• _WHAT YOU NEED TO DO_: Check every line of the entries for the string "this" and return the ones that contain it.

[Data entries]
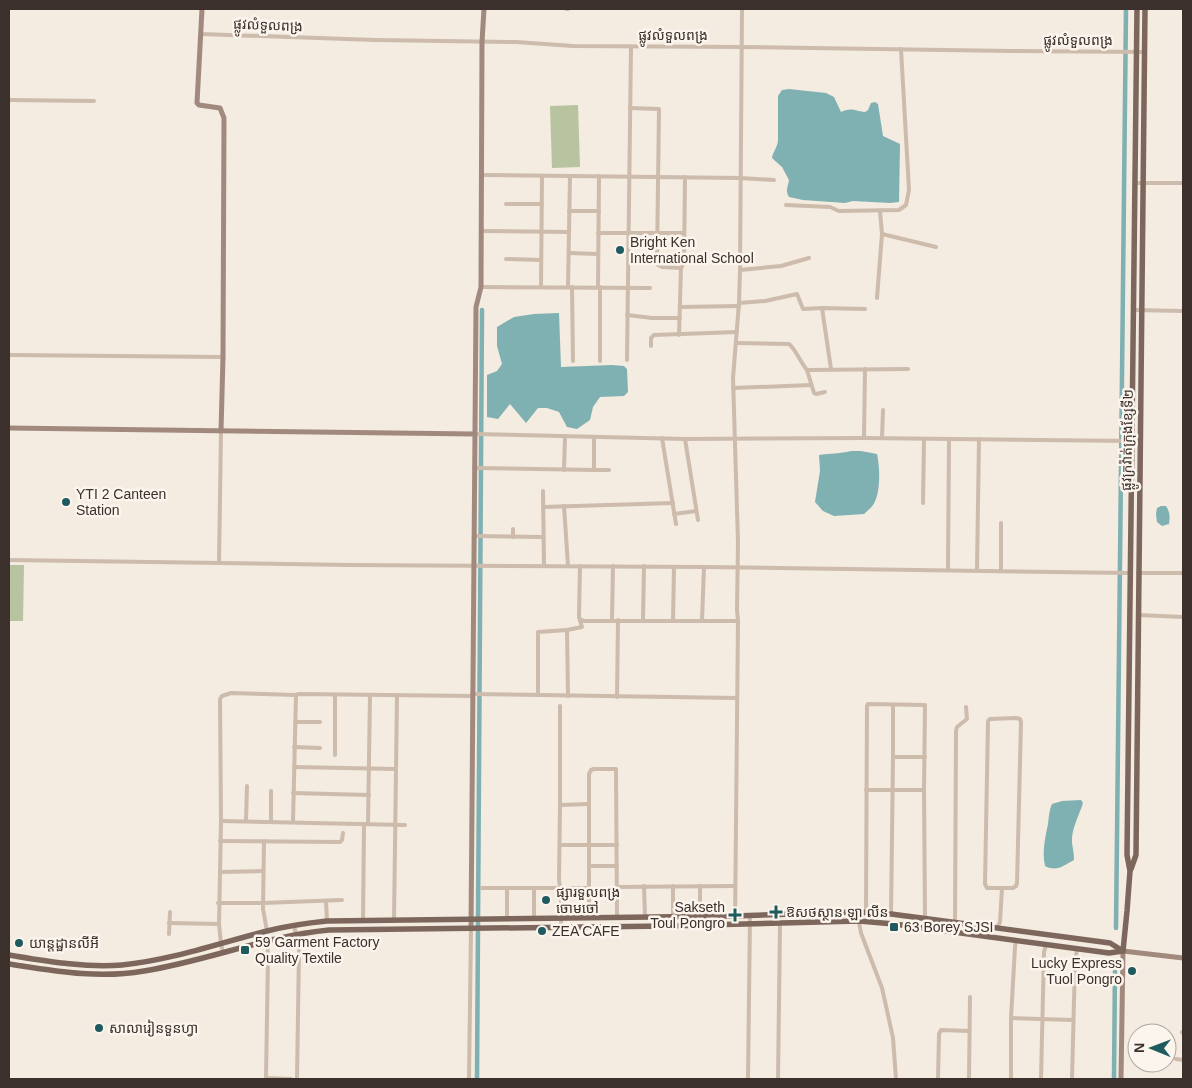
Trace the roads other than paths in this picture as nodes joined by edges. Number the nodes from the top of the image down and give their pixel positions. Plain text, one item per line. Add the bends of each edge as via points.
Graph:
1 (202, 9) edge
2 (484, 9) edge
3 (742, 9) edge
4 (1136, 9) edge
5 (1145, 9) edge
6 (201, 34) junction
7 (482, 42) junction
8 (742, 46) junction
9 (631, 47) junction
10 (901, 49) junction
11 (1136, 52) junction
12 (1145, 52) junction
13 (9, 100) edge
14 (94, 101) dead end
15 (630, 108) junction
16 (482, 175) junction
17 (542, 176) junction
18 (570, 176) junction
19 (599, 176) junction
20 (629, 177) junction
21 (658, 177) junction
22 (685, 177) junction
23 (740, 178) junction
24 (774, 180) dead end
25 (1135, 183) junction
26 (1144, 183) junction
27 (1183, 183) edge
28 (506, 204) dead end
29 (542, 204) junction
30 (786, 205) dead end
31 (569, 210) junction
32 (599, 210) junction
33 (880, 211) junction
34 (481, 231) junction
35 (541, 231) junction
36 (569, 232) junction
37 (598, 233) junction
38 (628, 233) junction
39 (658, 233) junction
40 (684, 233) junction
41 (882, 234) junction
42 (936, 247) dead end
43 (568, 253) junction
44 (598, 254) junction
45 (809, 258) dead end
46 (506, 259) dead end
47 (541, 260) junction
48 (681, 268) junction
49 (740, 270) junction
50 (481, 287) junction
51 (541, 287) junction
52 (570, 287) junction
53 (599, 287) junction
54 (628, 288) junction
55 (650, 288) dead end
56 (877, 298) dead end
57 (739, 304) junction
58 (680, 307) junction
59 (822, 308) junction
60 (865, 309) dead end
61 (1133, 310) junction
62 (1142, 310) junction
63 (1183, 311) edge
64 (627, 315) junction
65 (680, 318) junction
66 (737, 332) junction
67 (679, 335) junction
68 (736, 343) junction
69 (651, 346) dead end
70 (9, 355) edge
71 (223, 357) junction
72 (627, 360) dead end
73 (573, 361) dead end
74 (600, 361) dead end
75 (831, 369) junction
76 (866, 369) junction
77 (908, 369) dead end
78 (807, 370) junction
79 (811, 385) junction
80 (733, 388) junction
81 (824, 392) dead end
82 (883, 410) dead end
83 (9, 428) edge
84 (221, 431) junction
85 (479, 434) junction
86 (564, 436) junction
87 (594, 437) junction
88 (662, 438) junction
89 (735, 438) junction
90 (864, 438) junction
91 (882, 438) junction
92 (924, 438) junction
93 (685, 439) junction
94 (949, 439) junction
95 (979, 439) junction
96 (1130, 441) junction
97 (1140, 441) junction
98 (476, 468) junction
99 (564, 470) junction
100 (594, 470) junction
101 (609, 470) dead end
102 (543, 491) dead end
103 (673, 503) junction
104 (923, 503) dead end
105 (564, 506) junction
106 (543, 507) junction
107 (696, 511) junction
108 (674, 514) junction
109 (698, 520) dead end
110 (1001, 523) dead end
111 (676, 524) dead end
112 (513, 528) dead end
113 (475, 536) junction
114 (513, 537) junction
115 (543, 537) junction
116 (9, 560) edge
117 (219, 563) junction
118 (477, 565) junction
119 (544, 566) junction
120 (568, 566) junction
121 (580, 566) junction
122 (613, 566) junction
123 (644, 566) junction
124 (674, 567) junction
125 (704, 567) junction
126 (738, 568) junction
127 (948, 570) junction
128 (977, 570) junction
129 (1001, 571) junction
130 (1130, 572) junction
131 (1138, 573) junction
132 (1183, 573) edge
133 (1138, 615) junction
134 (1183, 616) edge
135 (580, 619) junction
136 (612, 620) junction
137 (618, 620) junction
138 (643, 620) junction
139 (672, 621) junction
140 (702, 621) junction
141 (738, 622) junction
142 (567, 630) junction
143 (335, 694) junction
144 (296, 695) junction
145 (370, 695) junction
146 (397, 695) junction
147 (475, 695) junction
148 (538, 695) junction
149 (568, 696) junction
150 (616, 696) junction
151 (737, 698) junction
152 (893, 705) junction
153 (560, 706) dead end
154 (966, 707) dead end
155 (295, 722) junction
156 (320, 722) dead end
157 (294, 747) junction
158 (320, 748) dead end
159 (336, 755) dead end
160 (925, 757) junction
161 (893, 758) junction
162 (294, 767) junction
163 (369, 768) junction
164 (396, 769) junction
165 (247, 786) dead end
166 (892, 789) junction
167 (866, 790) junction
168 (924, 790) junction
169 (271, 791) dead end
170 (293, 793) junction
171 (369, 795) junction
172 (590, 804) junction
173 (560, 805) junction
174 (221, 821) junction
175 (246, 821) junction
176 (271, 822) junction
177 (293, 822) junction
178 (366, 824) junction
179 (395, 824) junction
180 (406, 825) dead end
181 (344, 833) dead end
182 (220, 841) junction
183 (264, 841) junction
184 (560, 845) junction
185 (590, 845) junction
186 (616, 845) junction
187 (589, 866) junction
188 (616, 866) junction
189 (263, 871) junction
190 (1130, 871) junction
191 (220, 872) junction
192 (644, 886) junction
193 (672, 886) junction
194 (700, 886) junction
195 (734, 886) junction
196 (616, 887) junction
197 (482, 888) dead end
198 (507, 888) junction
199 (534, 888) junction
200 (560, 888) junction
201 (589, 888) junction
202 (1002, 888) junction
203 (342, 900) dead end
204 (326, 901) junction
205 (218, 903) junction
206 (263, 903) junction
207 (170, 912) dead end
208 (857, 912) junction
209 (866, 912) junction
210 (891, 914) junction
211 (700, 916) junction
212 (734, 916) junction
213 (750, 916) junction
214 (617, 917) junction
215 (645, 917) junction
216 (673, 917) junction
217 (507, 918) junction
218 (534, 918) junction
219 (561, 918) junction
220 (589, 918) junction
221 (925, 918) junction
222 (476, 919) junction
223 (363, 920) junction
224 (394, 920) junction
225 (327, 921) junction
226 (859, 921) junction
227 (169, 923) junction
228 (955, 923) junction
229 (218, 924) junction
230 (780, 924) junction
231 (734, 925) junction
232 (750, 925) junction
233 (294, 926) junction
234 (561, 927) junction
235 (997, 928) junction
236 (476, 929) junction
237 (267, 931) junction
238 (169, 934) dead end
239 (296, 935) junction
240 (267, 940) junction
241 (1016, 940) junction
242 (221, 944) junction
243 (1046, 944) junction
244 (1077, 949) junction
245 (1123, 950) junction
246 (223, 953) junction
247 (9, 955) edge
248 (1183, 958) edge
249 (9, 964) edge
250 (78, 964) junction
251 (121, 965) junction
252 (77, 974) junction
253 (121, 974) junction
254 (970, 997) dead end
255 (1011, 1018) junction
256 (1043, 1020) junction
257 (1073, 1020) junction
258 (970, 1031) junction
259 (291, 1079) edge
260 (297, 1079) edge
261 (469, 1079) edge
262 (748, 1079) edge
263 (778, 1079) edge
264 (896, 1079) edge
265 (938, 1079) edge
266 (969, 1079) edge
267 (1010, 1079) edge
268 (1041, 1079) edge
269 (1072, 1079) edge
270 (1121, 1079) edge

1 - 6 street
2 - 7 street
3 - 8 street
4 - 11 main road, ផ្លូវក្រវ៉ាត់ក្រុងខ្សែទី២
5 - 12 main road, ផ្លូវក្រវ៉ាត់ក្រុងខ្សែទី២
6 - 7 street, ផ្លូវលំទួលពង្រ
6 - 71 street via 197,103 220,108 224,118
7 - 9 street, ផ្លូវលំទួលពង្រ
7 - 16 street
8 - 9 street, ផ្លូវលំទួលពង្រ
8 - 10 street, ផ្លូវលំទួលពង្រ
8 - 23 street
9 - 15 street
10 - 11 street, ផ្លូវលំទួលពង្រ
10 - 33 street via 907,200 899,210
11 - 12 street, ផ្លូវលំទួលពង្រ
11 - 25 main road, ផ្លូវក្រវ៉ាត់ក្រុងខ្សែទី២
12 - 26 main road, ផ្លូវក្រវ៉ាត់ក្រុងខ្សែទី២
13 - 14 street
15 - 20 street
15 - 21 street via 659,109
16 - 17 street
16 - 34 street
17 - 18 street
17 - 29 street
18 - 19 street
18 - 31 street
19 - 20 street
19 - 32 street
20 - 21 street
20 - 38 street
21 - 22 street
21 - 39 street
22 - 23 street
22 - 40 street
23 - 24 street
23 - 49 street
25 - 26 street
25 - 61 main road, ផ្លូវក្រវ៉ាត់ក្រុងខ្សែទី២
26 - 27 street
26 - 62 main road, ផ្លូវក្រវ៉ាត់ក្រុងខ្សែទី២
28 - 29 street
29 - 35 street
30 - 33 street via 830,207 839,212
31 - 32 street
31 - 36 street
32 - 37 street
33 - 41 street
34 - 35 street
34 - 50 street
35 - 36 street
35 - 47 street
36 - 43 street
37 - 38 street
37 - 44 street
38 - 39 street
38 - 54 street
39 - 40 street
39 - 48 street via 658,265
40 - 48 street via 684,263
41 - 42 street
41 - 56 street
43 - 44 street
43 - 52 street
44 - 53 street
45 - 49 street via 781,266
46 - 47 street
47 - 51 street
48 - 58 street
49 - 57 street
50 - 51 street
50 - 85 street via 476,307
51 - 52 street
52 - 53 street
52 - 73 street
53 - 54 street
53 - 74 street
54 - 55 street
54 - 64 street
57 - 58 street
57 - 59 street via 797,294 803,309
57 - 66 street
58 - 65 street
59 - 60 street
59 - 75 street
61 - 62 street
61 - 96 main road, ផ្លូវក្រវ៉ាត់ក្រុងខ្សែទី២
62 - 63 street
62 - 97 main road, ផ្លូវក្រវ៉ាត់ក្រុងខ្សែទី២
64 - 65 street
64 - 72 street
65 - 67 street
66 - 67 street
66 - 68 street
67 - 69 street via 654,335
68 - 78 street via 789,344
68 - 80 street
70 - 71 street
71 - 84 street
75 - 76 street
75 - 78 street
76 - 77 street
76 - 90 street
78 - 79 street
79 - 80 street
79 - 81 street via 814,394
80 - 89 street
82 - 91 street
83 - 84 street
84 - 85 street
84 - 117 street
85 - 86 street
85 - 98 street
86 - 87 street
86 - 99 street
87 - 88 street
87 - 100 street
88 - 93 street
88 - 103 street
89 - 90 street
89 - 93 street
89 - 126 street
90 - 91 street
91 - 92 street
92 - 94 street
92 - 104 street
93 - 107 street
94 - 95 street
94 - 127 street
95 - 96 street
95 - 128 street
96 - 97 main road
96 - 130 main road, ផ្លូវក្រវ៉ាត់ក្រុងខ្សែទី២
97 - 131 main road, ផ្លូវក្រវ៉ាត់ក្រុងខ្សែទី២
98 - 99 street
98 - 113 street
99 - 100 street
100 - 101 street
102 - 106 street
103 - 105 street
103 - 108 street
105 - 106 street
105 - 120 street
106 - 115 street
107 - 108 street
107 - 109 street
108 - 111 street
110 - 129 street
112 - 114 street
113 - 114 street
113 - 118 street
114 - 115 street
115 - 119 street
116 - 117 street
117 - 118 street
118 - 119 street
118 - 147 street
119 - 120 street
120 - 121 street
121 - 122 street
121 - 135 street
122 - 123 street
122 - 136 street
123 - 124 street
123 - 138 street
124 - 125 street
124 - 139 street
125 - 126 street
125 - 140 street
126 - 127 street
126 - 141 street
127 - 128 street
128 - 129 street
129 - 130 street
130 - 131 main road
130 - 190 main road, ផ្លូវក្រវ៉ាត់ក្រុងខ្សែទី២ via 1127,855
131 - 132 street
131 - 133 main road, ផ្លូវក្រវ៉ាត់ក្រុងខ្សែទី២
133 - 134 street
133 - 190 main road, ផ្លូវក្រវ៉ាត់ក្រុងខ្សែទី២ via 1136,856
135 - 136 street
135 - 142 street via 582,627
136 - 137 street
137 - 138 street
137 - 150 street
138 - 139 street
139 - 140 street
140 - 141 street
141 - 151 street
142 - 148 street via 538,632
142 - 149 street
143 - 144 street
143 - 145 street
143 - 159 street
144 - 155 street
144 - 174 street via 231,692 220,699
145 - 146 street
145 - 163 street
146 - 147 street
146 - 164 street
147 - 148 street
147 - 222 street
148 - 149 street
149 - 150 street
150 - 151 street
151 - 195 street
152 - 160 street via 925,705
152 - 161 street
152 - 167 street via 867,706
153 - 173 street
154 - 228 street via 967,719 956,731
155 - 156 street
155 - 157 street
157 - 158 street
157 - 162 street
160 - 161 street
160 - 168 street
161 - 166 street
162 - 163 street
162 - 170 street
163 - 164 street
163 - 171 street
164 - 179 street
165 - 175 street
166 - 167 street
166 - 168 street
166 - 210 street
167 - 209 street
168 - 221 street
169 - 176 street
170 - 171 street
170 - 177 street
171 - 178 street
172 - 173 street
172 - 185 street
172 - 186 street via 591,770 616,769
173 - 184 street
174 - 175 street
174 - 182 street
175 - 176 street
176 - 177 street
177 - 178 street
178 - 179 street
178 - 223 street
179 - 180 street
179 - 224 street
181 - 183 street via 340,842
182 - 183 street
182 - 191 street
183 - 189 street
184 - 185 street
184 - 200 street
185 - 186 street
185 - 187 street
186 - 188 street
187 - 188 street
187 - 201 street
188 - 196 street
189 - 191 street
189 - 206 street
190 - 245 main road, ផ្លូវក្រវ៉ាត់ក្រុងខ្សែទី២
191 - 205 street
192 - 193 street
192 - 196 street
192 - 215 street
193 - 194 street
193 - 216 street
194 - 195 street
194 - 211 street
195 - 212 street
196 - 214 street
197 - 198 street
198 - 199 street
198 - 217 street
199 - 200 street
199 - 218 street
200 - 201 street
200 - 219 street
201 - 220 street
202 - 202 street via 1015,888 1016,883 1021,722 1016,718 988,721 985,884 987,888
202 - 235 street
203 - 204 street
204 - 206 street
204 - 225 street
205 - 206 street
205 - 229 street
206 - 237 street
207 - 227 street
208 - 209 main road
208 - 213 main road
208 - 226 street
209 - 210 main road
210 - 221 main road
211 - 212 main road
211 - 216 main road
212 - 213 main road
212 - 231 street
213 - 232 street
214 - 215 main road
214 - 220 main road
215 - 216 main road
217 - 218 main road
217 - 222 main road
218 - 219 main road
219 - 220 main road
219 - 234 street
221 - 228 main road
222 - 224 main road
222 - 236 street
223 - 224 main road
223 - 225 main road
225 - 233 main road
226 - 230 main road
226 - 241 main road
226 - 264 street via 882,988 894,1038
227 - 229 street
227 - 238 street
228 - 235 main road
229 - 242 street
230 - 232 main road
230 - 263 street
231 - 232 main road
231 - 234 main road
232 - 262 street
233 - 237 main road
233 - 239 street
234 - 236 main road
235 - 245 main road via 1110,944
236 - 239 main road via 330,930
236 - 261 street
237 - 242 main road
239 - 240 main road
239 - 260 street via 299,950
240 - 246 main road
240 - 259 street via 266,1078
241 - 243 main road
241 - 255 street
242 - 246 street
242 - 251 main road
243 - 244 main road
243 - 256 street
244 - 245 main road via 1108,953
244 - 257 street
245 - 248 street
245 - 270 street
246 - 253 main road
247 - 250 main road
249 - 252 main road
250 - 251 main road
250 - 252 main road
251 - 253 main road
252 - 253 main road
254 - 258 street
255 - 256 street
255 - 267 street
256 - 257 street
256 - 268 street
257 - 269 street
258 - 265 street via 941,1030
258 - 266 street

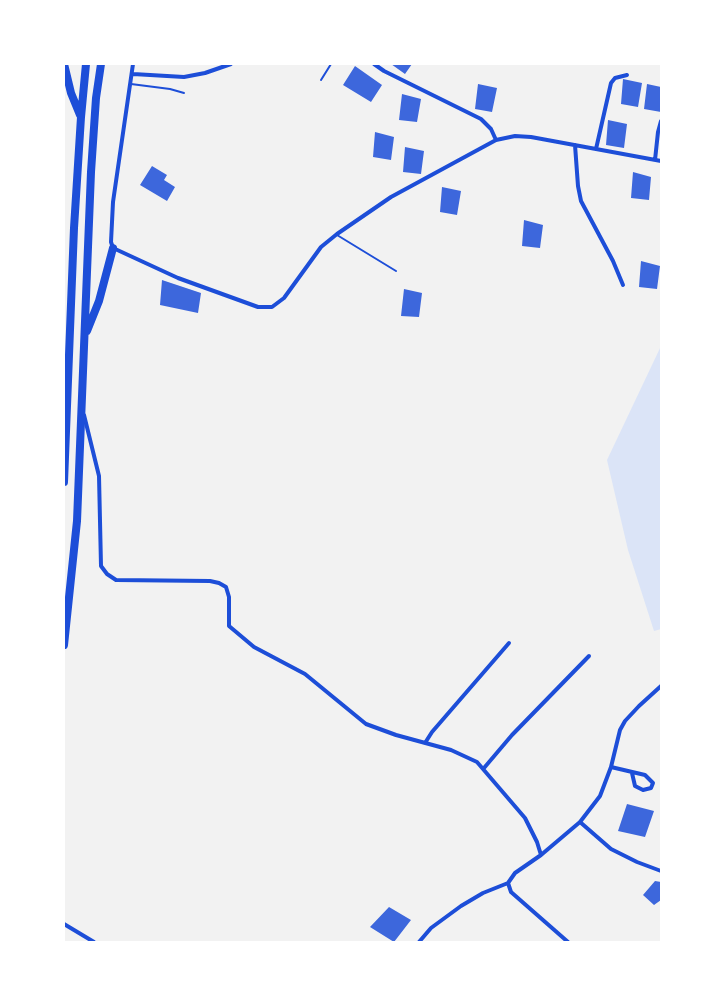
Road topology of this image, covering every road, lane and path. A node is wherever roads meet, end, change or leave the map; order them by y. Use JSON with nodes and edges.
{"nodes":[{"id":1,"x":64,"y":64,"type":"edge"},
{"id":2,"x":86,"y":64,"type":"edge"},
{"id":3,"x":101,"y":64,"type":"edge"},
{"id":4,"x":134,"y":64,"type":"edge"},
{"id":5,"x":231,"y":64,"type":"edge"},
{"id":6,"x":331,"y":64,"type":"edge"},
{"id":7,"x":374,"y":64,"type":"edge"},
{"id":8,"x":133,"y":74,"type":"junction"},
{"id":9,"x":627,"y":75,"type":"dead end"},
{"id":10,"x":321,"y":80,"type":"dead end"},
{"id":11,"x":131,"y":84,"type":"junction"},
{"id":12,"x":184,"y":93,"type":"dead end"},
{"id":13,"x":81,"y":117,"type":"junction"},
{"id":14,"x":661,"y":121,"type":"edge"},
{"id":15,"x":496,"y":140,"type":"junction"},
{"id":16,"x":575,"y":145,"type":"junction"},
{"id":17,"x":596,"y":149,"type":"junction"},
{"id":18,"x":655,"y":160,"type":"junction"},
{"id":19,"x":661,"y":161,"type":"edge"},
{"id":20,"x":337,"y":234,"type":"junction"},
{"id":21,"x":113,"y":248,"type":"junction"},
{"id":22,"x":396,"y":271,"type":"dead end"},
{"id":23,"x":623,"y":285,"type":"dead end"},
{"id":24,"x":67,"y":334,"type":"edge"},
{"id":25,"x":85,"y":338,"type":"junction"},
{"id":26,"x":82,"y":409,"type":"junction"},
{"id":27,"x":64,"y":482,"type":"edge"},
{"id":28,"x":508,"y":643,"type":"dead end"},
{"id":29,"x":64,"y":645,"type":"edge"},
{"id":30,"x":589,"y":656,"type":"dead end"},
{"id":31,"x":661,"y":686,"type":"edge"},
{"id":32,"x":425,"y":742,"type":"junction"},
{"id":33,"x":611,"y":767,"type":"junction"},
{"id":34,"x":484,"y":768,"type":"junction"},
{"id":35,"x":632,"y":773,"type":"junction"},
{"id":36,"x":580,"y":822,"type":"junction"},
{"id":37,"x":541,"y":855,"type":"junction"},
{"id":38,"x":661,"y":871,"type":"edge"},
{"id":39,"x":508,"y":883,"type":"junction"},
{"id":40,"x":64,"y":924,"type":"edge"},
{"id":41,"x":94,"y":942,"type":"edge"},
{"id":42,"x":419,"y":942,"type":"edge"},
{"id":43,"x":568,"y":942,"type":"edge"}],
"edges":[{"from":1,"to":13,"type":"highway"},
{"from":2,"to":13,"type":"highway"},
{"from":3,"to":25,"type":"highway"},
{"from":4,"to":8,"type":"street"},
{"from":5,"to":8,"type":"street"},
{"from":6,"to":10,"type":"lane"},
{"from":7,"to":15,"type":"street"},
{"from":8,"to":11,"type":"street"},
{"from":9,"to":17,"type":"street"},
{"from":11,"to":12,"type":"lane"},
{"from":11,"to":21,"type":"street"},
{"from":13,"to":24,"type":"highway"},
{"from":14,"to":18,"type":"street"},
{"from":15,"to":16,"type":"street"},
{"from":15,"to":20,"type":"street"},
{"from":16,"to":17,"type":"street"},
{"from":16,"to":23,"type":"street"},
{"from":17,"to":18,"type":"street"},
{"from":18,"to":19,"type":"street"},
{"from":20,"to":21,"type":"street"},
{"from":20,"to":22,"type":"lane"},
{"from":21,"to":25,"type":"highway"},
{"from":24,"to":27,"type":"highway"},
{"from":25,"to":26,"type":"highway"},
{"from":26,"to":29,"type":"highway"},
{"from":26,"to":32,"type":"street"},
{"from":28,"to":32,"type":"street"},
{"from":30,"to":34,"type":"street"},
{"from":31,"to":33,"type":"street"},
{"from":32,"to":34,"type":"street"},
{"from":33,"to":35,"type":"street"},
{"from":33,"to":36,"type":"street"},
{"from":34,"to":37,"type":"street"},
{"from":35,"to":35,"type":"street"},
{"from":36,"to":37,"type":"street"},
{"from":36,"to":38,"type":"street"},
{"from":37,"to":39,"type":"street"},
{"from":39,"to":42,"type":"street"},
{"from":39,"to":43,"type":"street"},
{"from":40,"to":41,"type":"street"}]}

• _EXERCISE RESULT_:
Trace the roads other than paths in this picture as nodes joined by edges. Number the nodes from the top of the image down and give their pixel positions. Plain text, one item per line. Add the bends of each edge as via points.
Road topology of this image, covering every road, lane and path. A node is wherever roads meet, end, change or leave the map; order them by y. Use JSON with nodes and edges.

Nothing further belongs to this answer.